(Stored data)
------------------------

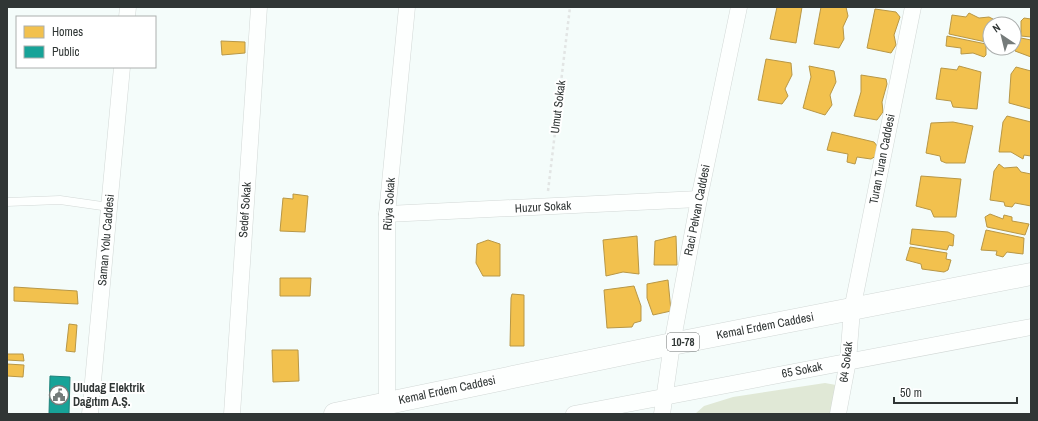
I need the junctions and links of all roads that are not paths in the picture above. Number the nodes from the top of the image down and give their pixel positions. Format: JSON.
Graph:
{"nodes":[{"id":1,"x":259,"y":7,"type":"edge"},
{"id":2,"x":407,"y":7,"type":"edge"},
{"id":3,"x":739,"y":7,"type":"edge"},
{"id":4,"x":913,"y":7,"type":"edge"},
{"id":5,"x":122,"y":68,"type":"edge"},
{"id":6,"x":698,"y":199,"type":"junction"},
{"id":7,"x":7,"y":202,"type":"edge"},
{"id":8,"x":109,"y":207,"type":"junction"},
{"id":9,"x":387,"y":214,"type":"junction"},
{"id":10,"x":1031,"y":274,"type":"edge"},
{"id":11,"x":852,"y":310,"type":"junction"},
{"id":12,"x":1031,"y":327,"type":"edge"},
{"id":13,"x":672,"y":344,"type":"junction"},
{"id":14,"x":848,"y":361,"type":"junction"},
{"id":15,"x":666,"y":396,"type":"junction"},
{"id":16,"x":387,"y":403,"type":"junction"},
{"id":17,"x":90,"y":414,"type":"edge"},
{"id":18,"x":232,"y":414,"type":"edge"},
{"id":19,"x":335,"y":414,"type":"edge"},
{"id":20,"x":574,"y":414,"type":"edge"},
{"id":21,"x":662,"y":414,"type":"edge"},
{"id":22,"x":838,"y":414,"type":"edge"}],
"edges":[{"from":1,"to":18,"type":"street","name":"Sedef Sokak"},
{"from":2,"to":9,"type":"street","name":"Rüya Sokak"},
{"from":3,"to":6,"type":"street","name":"Raci Pelvan Caddesi"},
{"from":4,"to":11,"type":"street","name":"Turan Turan Caddesi"},
{"from":5,"to":8,"type":"street","name":"Saman Yolu Caddesi"},
{"from":6,"to":9,"type":"street","name":"Huzur Sokak"},
{"from":6,"to":13,"type":"street","name":"Raci Pelvan Caddesi"},
{"from":7,"to":8,"type":"lane"},
{"from":8,"to":17,"type":"street","name":"Saman Yolu Caddesi"},
{"from":9,"to":16,"type":"street","name":"Rüya Sokak"},
{"from":10,"to":11,"type":"main road","name":"Kemal Erdem Caddesi","number":"10-78"},
{"from":11,"to":13,"type":"main road","name":"Kemal Erdem Caddesi","number":"10-78"},
{"from":11,"to":14,"type":"street","name":"64 Sokak"},
{"from":12,"to":14,"type":"street","name":"65 Sokak"},
{"from":13,"to":15,"type":"street","name":"Raci Pelvan Caddesi"},
{"from":13,"to":16,"type":"main road","name":"Kemal Erdem Caddesi","number":"10-78"},
{"from":14,"to":15,"type":"street","name":"65 Sokak"},
{"from":14,"to":22,"type":"street","name":"64 Sokak"},
{"from":15,"to":20,"type":"street","name":"65 Sokak"},
{"from":15,"to":21,"type":"street","name":"Raci Pelvan Caddesi"},
{"from":16,"to":19,"type":"main road","name":"Kemal Erdem Caddesi","number":"10-78"}]}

------------------------

Task item
Copy each line above that contains the string "nodes".

Answer to this exercise
I need the junctions and links of all roads that are not paths in the picture above. Number the nodes from the top of the image down and give their pixel positions. Format: JSON.
{"nodes":[{"id":1,"x":259,"y":7,"type":"edge"},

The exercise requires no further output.